[Extracted records]
□ □ □

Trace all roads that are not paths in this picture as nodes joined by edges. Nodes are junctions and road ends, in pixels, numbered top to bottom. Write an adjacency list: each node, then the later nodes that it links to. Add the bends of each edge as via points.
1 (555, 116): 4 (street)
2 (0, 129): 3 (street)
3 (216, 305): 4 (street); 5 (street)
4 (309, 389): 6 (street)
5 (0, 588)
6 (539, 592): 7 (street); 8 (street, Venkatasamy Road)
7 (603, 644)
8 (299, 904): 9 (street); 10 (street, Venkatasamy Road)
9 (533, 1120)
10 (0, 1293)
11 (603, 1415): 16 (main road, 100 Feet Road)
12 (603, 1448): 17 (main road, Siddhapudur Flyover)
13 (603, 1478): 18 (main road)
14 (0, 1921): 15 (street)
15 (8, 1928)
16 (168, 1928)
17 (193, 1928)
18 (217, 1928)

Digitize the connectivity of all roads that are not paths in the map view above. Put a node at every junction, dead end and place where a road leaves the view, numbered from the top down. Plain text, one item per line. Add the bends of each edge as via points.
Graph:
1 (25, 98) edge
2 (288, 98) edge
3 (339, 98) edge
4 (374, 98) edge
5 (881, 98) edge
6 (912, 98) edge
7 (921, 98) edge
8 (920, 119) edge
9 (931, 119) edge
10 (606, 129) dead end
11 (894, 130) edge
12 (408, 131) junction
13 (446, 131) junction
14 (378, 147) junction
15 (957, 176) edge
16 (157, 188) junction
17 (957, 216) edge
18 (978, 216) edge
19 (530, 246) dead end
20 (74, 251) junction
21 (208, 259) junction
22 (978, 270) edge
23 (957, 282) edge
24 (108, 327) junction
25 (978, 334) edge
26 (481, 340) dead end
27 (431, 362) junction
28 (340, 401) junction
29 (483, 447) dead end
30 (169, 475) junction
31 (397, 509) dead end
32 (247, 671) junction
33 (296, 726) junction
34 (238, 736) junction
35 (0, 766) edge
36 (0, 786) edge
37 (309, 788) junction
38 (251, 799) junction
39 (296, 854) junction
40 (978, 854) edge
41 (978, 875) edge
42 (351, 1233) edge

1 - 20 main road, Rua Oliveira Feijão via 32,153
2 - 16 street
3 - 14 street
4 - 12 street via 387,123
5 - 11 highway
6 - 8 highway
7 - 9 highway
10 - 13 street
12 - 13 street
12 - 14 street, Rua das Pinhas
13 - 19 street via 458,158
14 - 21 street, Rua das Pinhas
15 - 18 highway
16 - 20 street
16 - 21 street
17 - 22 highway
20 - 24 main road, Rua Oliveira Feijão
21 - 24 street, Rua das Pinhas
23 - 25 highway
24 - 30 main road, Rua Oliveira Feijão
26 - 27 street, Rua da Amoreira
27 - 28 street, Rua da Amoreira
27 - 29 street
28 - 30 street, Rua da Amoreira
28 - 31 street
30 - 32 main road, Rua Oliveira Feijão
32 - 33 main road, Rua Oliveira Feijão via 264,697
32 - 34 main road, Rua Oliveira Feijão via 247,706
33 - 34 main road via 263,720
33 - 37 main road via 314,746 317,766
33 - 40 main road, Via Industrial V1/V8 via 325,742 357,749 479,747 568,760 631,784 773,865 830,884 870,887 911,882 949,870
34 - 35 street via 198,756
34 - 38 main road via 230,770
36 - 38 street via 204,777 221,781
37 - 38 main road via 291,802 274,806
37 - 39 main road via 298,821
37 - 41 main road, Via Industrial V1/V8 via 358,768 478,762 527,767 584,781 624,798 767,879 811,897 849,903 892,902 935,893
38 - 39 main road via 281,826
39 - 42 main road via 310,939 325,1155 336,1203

□ □ □

Return the records given above in their entirety, word for word.

Exercise result:
Trace all roads that are not paths in this picture as nodes joined by edges. Nodes are junctions and road ends, in pixels, numbered top to bottom. Write an adjacency list: each node, then the later nodes that it links to. Add the bends of each edge as via points.
1 (555, 116): 4 (street)
2 (0, 129): 3 (street)
3 (216, 305): 4 (street); 5 (street)
4 (309, 389): 6 (street)
5 (0, 588)
6 (539, 592): 7 (street); 8 (street, Venkatasamy Road)
7 (603, 644)
8 (299, 904): 9 (street); 10 (street, Venkatasamy Road)
9 (533, 1120)
10 (0, 1293)
11 (603, 1415): 16 (main road, 100 Feet Road)
12 (603, 1448): 17 (main road, Siddhapudur Flyover)
13 (603, 1478): 18 (main road)
14 (0, 1921): 15 (street)
15 (8, 1928)
16 (168, 1928)
17 (193, 1928)
18 (217, 1928)

Digitize the connectivity of all roads that are not paths in the map view above. Put a node at every junction, dead end and place where a road leaves the view, numbered from the top down. Plain text, one item per line. Add the bends of each edge as via points.
Graph:
1 (25, 98) edge
2 (288, 98) edge
3 (339, 98) edge
4 (374, 98) edge
5 (881, 98) edge
6 (912, 98) edge
7 (921, 98) edge
8 (920, 119) edge
9 (931, 119) edge
10 (606, 129) dead end
11 (894, 130) edge
12 (408, 131) junction
13 (446, 131) junction
14 (378, 147) junction
15 (957, 176) edge
16 (157, 188) junction
17 (957, 216) edge
18 (978, 216) edge
19 (530, 246) dead end
20 (74, 251) junction
21 (208, 259) junction
22 (978, 270) edge
23 (957, 282) edge
24 (108, 327) junction
25 (978, 334) edge
26 (481, 340) dead end
27 (431, 362) junction
28 (340, 401) junction
29 (483, 447) dead end
30 (169, 475) junction
31 (397, 509) dead end
32 (247, 671) junction
33 (296, 726) junction
34 (238, 736) junction
35 (0, 766) edge
36 (0, 786) edge
37 (309, 788) junction
38 (251, 799) junction
39 (296, 854) junction
40 (978, 854) edge
41 (978, 875) edge
42 (351, 1233) edge

1 - 20 main road, Rua Oliveira Feijão via 32,153
2 - 16 street
3 - 14 street
4 - 12 street via 387,123
5 - 11 highway
6 - 8 highway
7 - 9 highway
10 - 13 street
12 - 13 street
12 - 14 street, Rua das Pinhas
13 - 19 street via 458,158
14 - 21 street, Rua das Pinhas
15 - 18 highway
16 - 20 street
16 - 21 street
17 - 22 highway
20 - 24 main road, Rua Oliveira Feijão
21 - 24 street, Rua das Pinhas
23 - 25 highway
24 - 30 main road, Rua Oliveira Feijão
26 - 27 street, Rua da Amoreira
27 - 28 street, Rua da Amoreira
27 - 29 street
28 - 30 street, Rua da Amoreira
28 - 31 street
30 - 32 main road, Rua Oliveira Feijão
32 - 33 main road, Rua Oliveira Feijão via 264,697
32 - 34 main road, Rua Oliveira Feijão via 247,706
33 - 34 main road via 263,720
33 - 37 main road via 314,746 317,766
33 - 40 main road, Via Industrial V1/V8 via 325,742 357,749 479,747 568,760 631,784 773,865 830,884 870,887 911,882 949,870
34 - 35 street via 198,756
34 - 38 main road via 230,770
36 - 38 street via 204,777 221,781
37 - 38 main road via 291,802 274,806
37 - 39 main road via 298,821
37 - 41 main road, Via Industrial V1/V8 via 358,768 478,762 527,767 584,781 624,798 767,879 811,897 849,903 892,902 935,893
38 - 39 main road via 281,826
39 - 42 main road via 310,939 325,1155 336,1203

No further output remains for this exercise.